No Other Land narra a desapropriação
sofrida pelo povo na região de Masafer Yatta, na Cisjordânia. Durante décadas,
o governo israelense, o exército e os colonos buscaram se apropriar desses
territórios — assim como tantos outros —, mas o povo resiste. A forma mais
elementar e documentada de reconstrução no filme é a reconstrução de tudo o que
os israelenses demolem: se durante o dia eles chegam com tratores para demolir
casas, galinheiros e até escolas, à noite as pessoas saem para reconstruir os
prédios. É por isso que a arquitetura local consiste em enormes caixas cinzas:
a estética — ou melhor, sua ausência — é resultado da luta, mas essa feiura
também é simbólica de um desejo existencial. A voz de Basel, codiretor do filme
com Hamdan Ballal, Rachel Szor e seu colega de elenco, Yuval Abraham, narra no
início que as aldeias da região estão catalogadas em mapas que datam do século
XIX, embora os israelenses neguem e afirmem que foram os palestinos que
invadiram seu sacrossanto campo de treinamento.
Insisto: se
o cinema serve para demonstrar a realidade de objetos e lugares, de fenômenos,
apontar uma câmera para um tanque demonstra a natureza tangível da invasão, do
abuso de força, para que o mundo possa julgá-las. Em outra cena, uma menina
começa a listar tudo: “Temos uma montanha, ela existe; temos grama, ela existe;
temos um galinheiro, ele existe; temos uma casa, ela existe!”. Isso não é
apenas a brincadeira de um inocente, mas uma expressão do que eu ousaria chamar
de resistência epistêmica: nomear as coisas, registrá-las e compartilhar sua
imagem mesmo quando foram arrasadas ou negadas, demonstra sua realidade e se
torna uma possibilidade de impedir que os opressores as apaguem. O controle de
informações e fatos faz parte das táticas israelenses para tomar o controle de
Masafer Yatta, e vemos isso em alguns trechos do filme, nos quais Yuval, um
ativista israelense pelos direitos palestinos, é silenciado por seus
compatriotas, que mantêm a falsa narrativa de que Masafer Yatta sempre foi seu
território. Diante das declarações dos colonos, restam apenas os fatos
fornecidos pela câmera.
Entre as
diversas formas de filmagem que cruzam a tela (vídeos de redes sociais, imagens
de notícias, filmagens dos diretores), uma demonstra particularmente o poder
das imagens: um vídeo do ex-primeiro-ministro britânico Tony Blair, visitando a
cidade de Basileia, demonstra como, primeiro, as imagens o atraíram e, depois,
como as fotografias e os vídeos de sua presença conseguiram deter as operações
de desapropriação israelenses na região. “Esta é uma história de poder”, diz
Basel, convencido de que o ativismo de seu pai e o seu podem salvar seu povo.
Apesar
destas ideias sobre o visível,
No Other
Land não é um filme filosófico, como o ensaio de Jean-Luc Godard e
Anne-Marie Miéville sobre a resistência palestina,
Ici et ailleurs (1976), que refletia diretamente sobre o papel do
cineasta-testemunha, sobre o conforto de assistir a um filme sobre algo que não
nos afeta e sobre as limitações do cinema em salvar vidas.

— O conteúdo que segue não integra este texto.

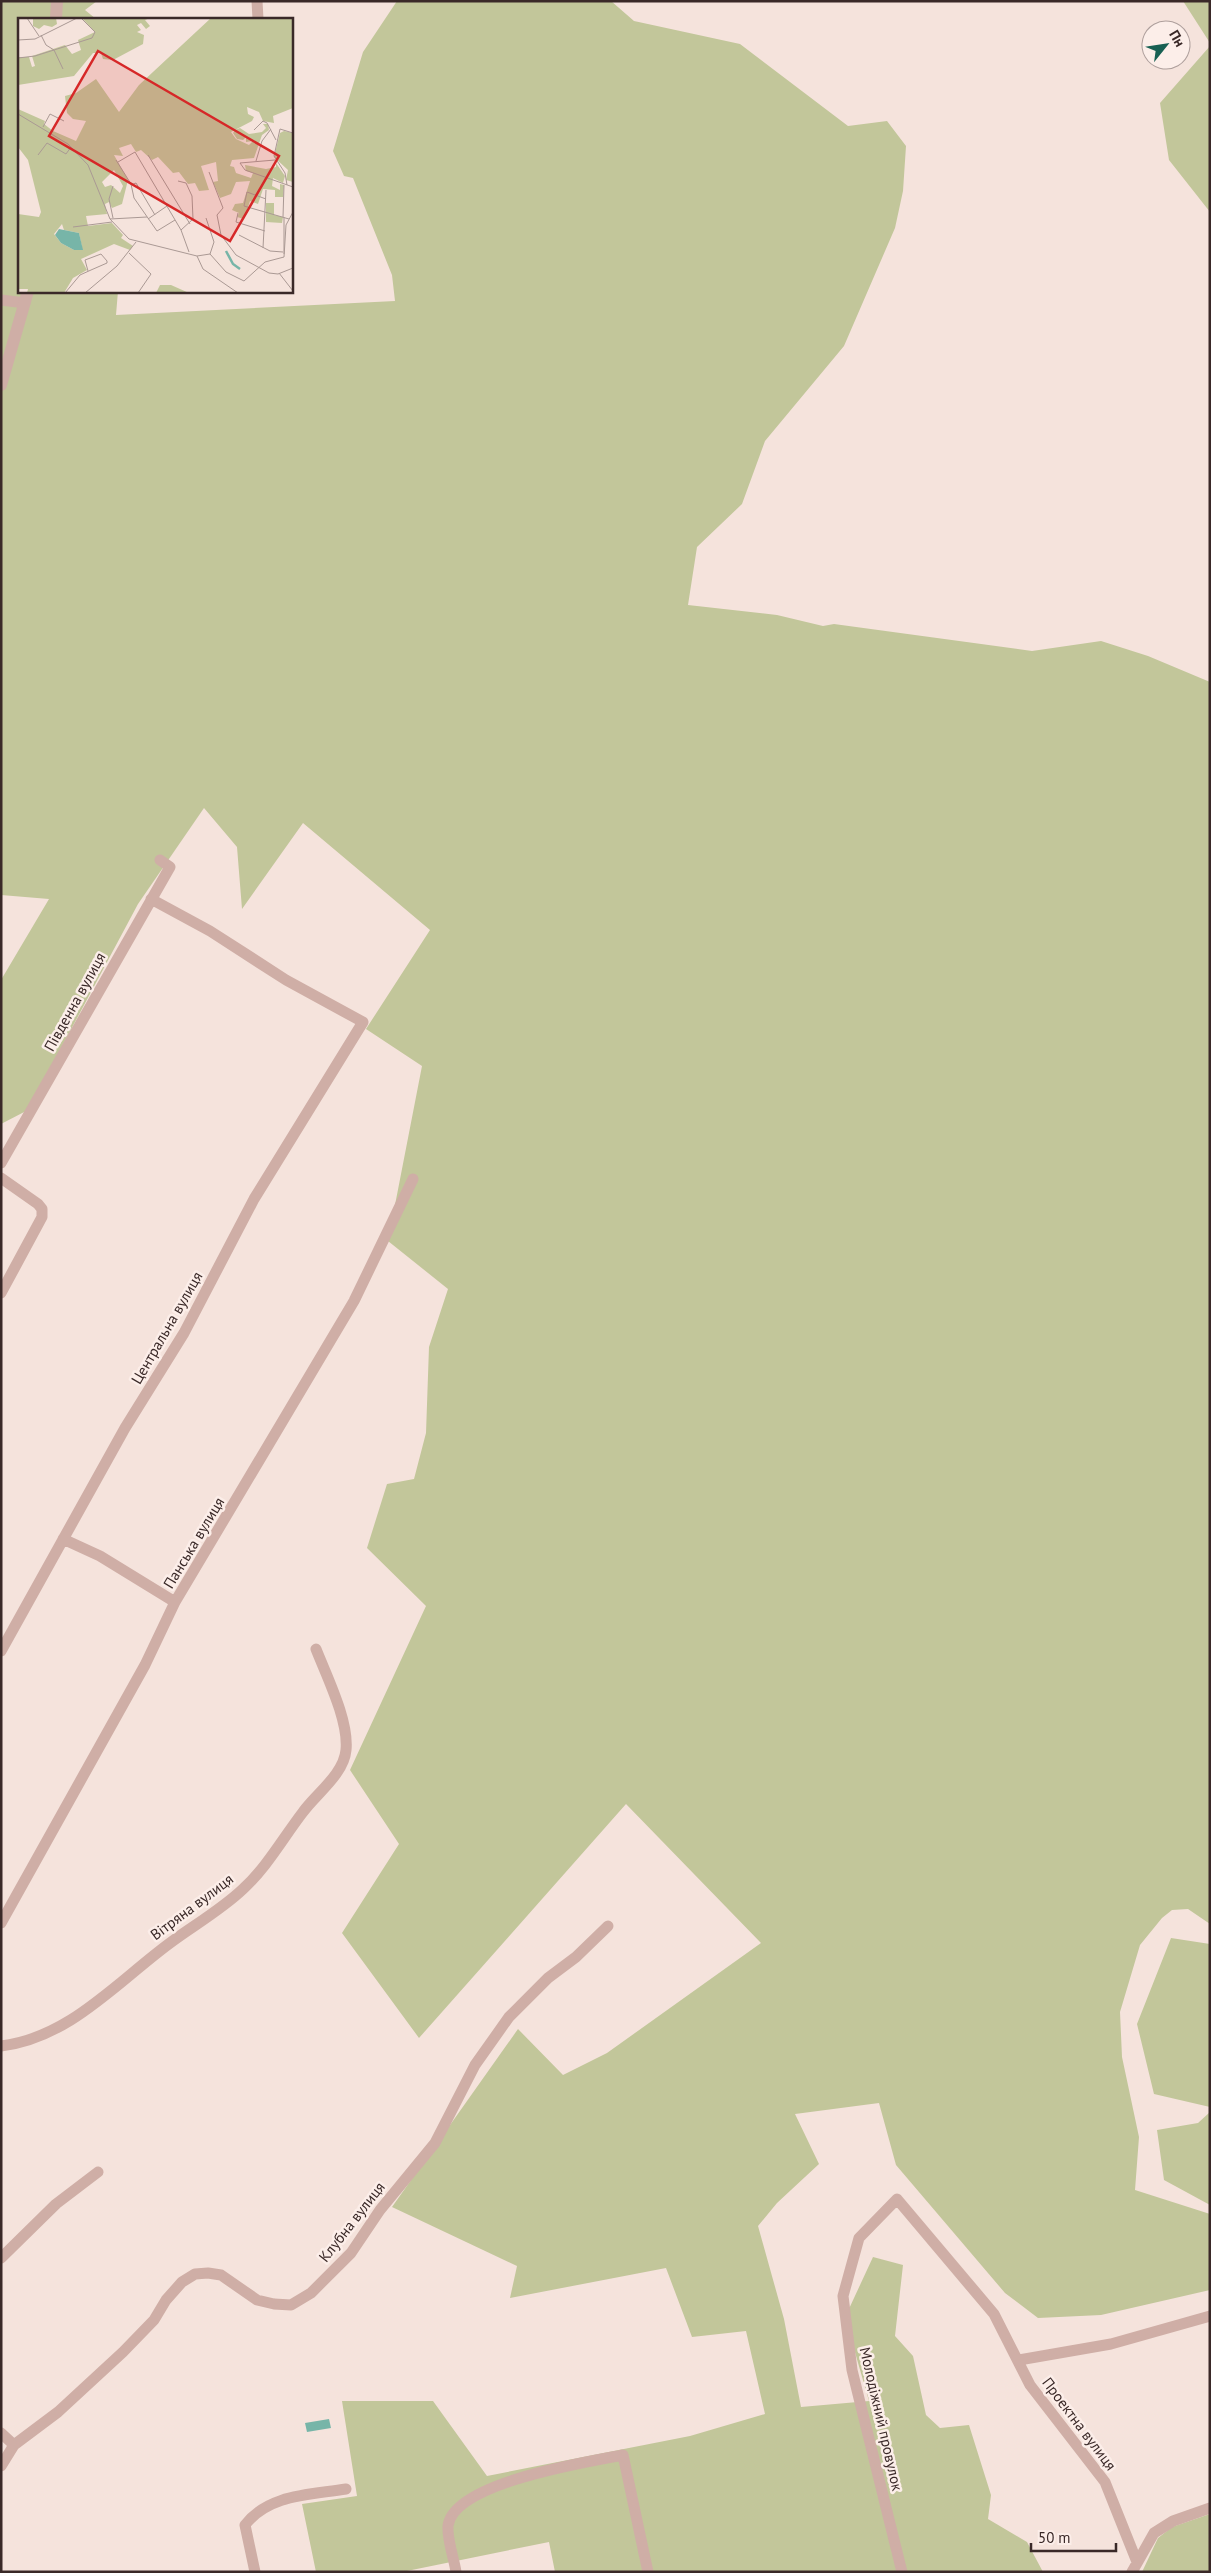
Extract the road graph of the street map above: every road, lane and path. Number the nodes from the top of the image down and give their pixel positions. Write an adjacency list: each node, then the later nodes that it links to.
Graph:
1 (57, 1): 3 (street)
2 (257, 1): 4 (street)
3 (56, 18)
4 (258, 18)
5 (26, 297): 6 (street); 7 (street)
6 (1, 300)
7 (1, 385)
8 (160, 860): 9 (street, Південна вулиця)
9 (151, 899): 10 (street, Південна вулиця); 14 (street, Центральна вулиця)
10 (1, 1163)
11 (1, 1178): 13 (street)
12 (413, 1178): 15 (street, Панська вулиця)
13 (1, 1293)
14 (63, 1539): 15 (street); 17 (street, Центральна вулиця)
15 (175, 1602): 18 (street, Панська вулиця)
16 (316, 1649): 20 (street, Вітряна вулиця)
17 (1, 1651)
18 (1, 1923)
19 (608, 1926): 27 (street, Клубна вулиця)
20 (1, 2046)
21 (98, 2172): 23 (street)
22 (897, 2199): 25 (street, Проектна вулиця); 35 (street, Молодіжний провулок)
23 (1, 2258)
24 (1210, 2316): 25 (street, Проектна вулиця)
25 (1019, 2360): 31 (street, Проектна вулиця)
26 (1, 2434): 27 (street)
27 (14, 2445): 28 (street, Клубна вулиця)
28 (1, 2466)
29 (346, 2490): 32 (street)
30 (1210, 2508): 31 (street, Проектна вулиця)
31 (1135, 2567)
32 (255, 2572)
33 (456, 2572): 34 (street)
34 (648, 2572)
35 (902, 2572)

No Other Land é um cinema ativista, jornalístico, cujas ideias
estão implícitas nas imagens e na sucessão delas, que capturam o exército
israelense desapropriando e fuzilando os habitantes de Masafer Yatta. As
figuras cinzentas e autoritárias descrevem, sem manipulação ou narração, o que
significa viver com uma nação fascistóide determinada a reconquistar o que
nunca foi seu. Há também crianças chorando e uma mãe que reza para que seu
filho, paralisado por uma bala israelense, deixe seu corpo e, com ele, a dor.
A vida, no
entanto, é mais extensa que o sofrimento, e
No
Other Land permite uma variedade de tons ao observar outra arma à
disposição dos civis palestinos: a leveza. Na manhã seguinte a quando uma
patrulha israelense é enviada para capturar Basel, sua família escapa:
normalmente é um preguiçoso mas nesta ocasião se levantou em segundos. E com
calma vemos os israelenses destruindo as casas dos palestinos mesmo sabendo que
à noite voltarão a levantá-las. Mas, vivem em cavernas, sem muito sofrimento.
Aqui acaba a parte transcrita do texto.